[Collected data]
┌──

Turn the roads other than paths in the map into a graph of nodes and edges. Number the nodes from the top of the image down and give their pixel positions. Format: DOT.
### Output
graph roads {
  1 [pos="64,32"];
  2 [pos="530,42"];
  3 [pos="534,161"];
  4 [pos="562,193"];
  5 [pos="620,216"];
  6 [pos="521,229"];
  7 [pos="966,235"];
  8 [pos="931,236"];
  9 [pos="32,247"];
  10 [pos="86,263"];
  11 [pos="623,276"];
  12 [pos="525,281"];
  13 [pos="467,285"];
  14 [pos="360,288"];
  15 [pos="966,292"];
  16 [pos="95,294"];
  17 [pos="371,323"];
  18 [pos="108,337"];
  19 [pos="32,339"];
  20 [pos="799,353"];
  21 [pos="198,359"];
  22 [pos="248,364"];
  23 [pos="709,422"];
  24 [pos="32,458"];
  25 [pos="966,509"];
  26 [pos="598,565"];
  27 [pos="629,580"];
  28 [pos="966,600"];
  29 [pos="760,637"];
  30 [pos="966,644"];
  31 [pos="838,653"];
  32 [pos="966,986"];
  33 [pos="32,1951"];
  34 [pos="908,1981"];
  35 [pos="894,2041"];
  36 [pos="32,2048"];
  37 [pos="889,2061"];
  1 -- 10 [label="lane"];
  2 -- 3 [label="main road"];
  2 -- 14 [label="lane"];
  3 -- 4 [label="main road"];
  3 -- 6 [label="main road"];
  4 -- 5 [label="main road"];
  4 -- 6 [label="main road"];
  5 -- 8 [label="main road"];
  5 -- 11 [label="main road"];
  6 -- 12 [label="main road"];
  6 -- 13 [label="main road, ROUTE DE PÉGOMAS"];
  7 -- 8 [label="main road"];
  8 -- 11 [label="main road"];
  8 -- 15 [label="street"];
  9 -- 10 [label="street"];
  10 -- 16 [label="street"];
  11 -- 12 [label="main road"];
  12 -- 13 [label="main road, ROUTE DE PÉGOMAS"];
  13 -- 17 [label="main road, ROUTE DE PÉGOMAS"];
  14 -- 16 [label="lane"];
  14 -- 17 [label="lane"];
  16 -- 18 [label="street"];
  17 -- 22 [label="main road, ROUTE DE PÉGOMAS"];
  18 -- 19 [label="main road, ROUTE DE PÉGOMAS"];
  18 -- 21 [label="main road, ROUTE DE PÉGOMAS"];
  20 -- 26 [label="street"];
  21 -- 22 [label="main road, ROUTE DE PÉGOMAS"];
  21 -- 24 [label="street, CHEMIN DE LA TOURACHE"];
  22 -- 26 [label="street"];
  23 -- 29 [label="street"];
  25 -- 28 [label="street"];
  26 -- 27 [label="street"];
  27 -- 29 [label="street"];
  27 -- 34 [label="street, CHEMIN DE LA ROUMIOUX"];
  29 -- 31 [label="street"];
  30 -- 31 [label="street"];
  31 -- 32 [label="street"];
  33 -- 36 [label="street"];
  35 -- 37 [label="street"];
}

└──

Show a copy of each line from the records above in which the string "graph" occurs.

» TASK ANSWER
Turn the roads other than paths in the map into a graph of nodes and edges. Number the nodes from the top of the image down and give their pixel positions. Format: DOT.
graph roads {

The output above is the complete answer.